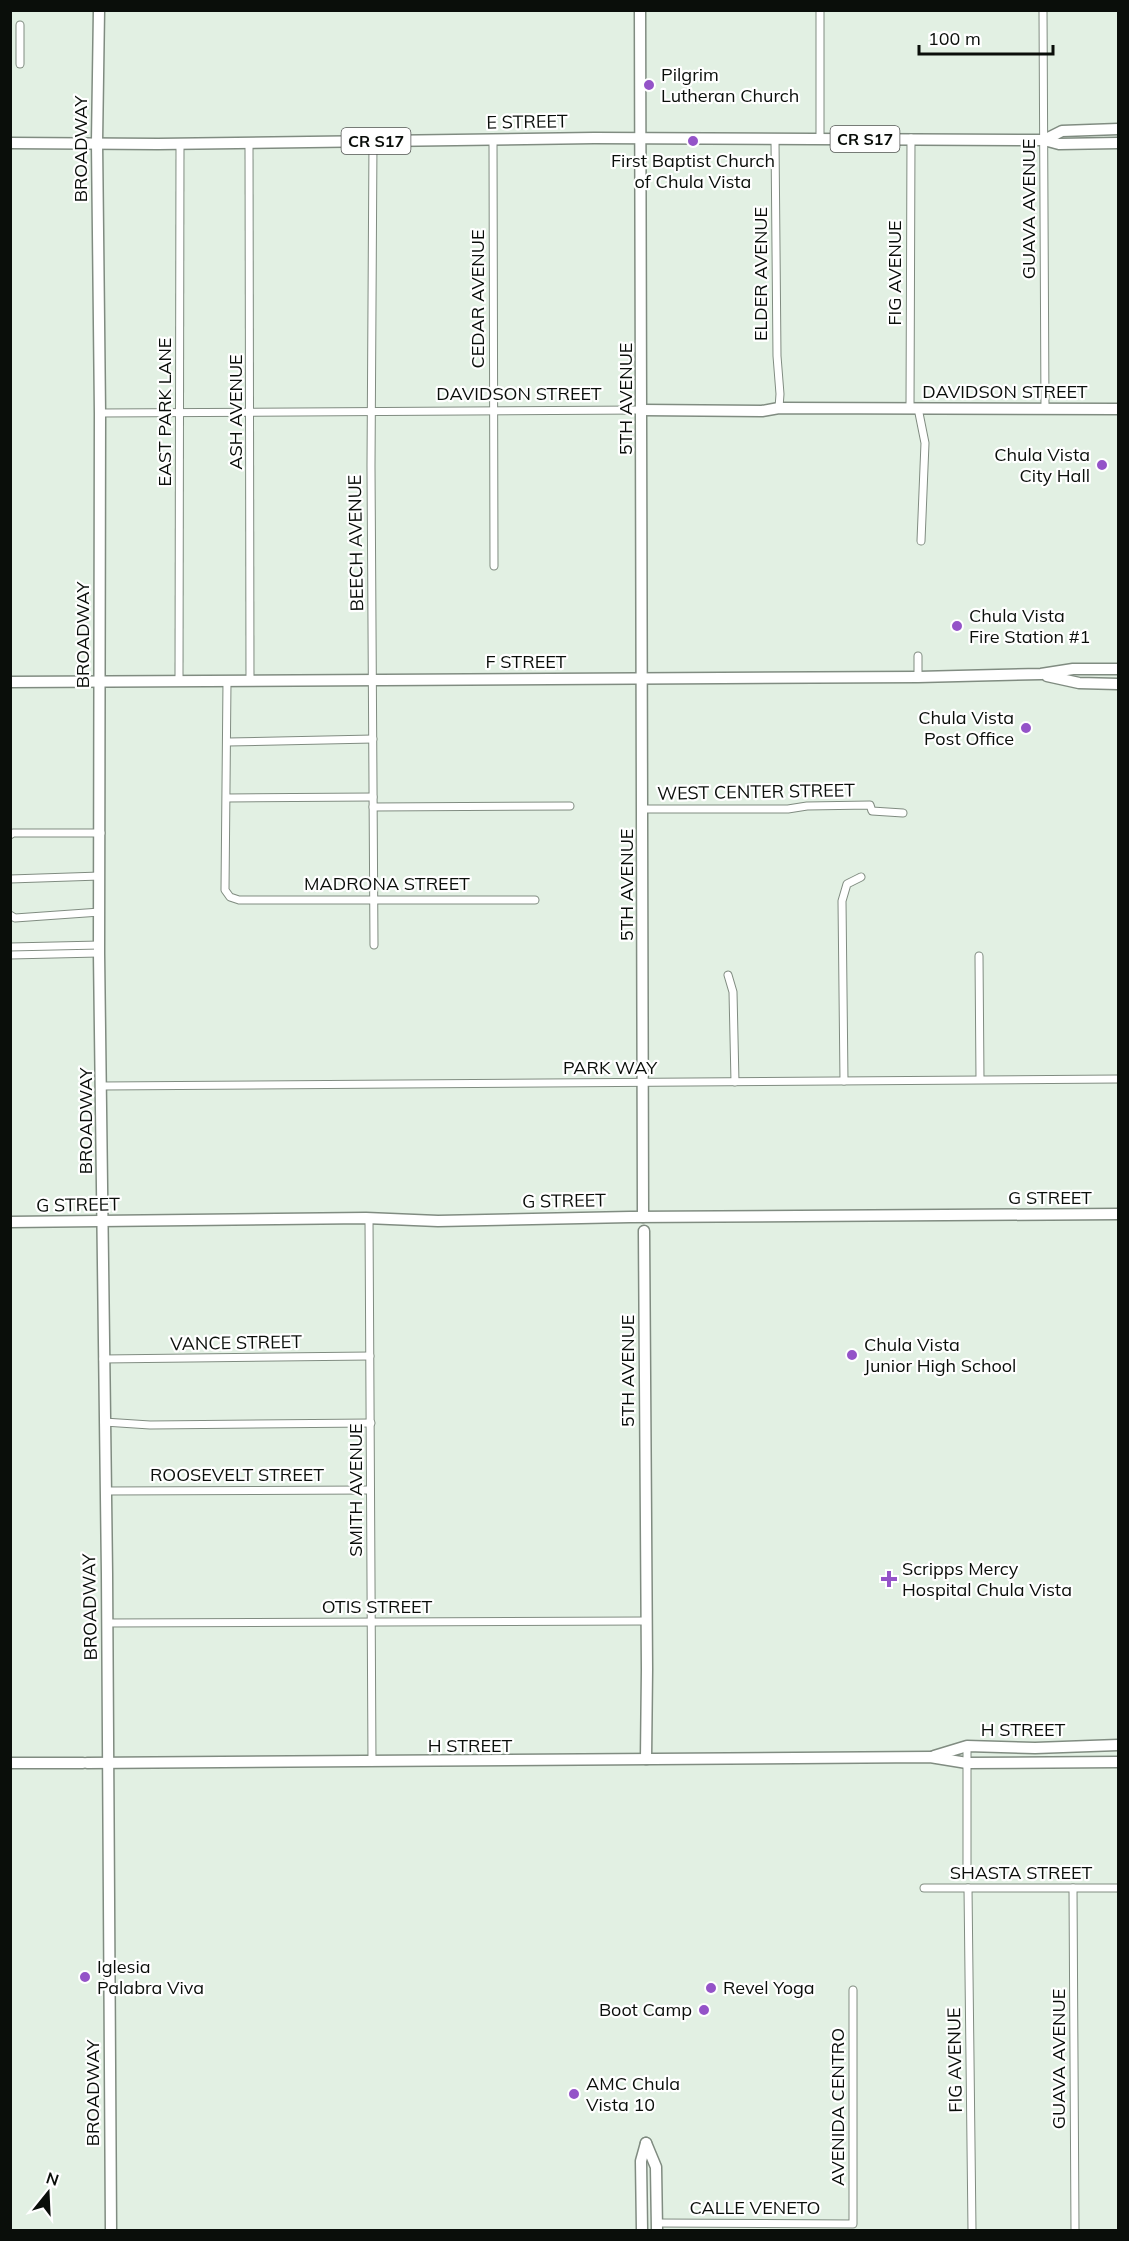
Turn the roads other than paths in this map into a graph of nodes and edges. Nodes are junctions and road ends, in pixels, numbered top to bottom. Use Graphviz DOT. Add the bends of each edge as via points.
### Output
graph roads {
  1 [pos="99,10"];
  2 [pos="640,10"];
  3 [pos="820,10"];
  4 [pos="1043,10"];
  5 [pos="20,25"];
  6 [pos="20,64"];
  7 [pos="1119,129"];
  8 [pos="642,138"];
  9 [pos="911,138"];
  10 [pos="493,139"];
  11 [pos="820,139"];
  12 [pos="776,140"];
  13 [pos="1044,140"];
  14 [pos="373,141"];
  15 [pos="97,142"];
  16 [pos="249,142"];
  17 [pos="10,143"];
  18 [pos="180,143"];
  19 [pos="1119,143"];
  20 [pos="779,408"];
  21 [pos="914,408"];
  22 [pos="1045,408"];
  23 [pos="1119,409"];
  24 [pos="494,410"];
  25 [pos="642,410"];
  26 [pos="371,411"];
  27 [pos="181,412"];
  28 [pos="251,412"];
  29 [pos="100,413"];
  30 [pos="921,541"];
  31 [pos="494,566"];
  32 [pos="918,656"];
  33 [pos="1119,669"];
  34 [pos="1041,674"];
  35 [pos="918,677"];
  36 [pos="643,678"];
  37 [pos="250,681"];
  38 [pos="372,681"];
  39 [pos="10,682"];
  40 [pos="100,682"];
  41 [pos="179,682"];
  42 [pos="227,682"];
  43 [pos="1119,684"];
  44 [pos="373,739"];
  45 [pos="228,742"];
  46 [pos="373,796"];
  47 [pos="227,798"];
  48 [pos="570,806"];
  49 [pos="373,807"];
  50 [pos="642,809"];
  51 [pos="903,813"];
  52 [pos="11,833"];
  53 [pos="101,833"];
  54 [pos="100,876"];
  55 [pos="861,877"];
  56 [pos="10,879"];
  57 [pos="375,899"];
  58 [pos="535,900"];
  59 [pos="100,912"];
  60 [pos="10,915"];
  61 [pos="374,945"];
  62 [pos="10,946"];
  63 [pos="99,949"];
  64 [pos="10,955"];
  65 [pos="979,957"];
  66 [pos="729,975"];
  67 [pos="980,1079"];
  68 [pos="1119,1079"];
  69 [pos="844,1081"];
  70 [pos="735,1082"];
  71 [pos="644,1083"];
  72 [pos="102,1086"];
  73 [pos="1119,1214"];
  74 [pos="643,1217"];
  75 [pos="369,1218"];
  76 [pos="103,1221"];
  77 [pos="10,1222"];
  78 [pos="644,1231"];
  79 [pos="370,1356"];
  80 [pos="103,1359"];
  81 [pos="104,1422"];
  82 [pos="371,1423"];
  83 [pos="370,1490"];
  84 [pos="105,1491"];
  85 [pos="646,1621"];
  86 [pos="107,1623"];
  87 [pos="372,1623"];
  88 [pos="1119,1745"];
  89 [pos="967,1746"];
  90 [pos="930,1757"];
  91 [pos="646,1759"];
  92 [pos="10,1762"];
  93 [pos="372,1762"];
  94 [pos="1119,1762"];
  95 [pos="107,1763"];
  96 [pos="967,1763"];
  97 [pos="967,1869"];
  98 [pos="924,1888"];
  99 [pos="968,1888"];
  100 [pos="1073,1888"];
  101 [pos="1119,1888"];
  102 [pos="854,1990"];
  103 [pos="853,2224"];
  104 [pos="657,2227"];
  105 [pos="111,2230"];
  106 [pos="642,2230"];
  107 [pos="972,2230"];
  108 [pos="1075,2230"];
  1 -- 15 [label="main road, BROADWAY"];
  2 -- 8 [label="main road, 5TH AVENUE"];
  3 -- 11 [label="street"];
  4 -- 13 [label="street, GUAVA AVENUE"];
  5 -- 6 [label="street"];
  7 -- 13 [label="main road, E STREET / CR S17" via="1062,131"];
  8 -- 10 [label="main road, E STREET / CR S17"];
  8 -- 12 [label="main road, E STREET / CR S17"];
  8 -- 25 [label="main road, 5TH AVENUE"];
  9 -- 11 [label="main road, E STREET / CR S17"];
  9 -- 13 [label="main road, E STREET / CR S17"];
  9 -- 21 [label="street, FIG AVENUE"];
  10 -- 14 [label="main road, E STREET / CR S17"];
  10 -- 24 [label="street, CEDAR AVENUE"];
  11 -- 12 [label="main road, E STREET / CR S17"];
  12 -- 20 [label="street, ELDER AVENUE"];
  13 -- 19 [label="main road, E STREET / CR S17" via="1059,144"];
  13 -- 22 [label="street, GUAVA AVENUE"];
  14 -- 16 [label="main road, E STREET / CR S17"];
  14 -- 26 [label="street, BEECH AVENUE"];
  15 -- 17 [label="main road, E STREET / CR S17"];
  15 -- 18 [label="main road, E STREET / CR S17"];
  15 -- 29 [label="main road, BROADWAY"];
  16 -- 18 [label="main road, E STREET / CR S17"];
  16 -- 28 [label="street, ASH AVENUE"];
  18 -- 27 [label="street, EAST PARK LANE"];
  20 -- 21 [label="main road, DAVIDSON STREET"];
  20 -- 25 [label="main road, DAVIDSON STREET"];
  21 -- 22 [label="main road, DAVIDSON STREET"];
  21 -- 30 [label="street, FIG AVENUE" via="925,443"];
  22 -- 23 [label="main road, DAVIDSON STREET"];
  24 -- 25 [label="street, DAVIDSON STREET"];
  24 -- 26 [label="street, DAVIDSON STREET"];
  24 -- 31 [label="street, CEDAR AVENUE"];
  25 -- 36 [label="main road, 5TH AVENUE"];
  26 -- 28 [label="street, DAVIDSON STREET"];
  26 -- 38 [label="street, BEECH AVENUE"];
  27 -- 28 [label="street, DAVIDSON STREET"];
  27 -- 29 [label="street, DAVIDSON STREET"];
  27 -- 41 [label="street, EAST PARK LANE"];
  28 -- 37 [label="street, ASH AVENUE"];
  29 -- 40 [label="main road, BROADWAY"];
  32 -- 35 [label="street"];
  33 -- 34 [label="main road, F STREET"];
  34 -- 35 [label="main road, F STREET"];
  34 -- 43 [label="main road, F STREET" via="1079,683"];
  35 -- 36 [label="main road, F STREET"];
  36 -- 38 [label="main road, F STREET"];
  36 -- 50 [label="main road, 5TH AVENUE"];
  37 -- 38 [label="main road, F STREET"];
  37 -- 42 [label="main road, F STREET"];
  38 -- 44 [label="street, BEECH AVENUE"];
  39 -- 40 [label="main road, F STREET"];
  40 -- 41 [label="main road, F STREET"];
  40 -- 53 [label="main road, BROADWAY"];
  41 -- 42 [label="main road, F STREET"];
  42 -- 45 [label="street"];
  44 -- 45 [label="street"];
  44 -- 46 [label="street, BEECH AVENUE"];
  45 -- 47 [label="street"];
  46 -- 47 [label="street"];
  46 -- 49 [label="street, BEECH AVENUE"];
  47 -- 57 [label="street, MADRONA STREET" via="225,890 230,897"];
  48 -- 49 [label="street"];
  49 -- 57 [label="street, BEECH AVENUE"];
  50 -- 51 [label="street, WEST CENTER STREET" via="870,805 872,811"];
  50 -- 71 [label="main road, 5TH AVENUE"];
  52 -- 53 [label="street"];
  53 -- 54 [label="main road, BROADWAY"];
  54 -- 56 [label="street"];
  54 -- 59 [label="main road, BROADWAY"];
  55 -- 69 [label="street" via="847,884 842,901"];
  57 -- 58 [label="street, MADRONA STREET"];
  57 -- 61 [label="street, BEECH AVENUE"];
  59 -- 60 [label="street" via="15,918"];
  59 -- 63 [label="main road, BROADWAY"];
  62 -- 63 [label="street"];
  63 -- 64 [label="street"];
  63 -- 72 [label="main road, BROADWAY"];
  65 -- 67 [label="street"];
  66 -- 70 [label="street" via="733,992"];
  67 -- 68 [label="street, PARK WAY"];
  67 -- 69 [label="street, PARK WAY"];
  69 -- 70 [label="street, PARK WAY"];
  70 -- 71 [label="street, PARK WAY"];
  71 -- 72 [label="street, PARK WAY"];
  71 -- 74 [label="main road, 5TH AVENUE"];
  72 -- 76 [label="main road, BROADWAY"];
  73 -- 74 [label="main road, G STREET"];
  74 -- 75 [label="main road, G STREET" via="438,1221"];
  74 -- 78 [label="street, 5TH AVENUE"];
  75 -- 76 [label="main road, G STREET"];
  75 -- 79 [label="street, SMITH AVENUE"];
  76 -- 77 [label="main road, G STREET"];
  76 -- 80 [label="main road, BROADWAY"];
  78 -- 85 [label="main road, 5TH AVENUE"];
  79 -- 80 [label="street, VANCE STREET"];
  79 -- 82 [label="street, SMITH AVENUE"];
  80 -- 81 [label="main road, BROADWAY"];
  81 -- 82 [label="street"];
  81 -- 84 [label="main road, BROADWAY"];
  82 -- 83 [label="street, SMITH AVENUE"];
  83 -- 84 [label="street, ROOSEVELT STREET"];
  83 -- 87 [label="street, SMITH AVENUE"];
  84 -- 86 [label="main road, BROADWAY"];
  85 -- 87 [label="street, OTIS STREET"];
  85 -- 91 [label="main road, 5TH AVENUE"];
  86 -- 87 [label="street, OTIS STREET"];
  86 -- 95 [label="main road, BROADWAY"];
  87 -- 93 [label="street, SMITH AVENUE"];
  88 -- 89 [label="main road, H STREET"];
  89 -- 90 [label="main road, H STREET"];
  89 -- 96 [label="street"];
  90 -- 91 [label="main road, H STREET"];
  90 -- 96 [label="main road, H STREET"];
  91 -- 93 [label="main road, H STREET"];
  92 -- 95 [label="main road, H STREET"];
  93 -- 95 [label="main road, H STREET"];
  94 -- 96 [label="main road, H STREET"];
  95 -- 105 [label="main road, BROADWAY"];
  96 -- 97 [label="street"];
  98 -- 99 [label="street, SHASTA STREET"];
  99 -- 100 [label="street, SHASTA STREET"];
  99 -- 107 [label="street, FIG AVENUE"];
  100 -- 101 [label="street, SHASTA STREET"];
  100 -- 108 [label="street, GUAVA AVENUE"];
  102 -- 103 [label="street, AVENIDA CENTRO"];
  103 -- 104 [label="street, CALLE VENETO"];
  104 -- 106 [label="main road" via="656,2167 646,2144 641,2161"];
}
• • •
Tally the lines in the records above that contain the string "LANE" and report only the tally.

2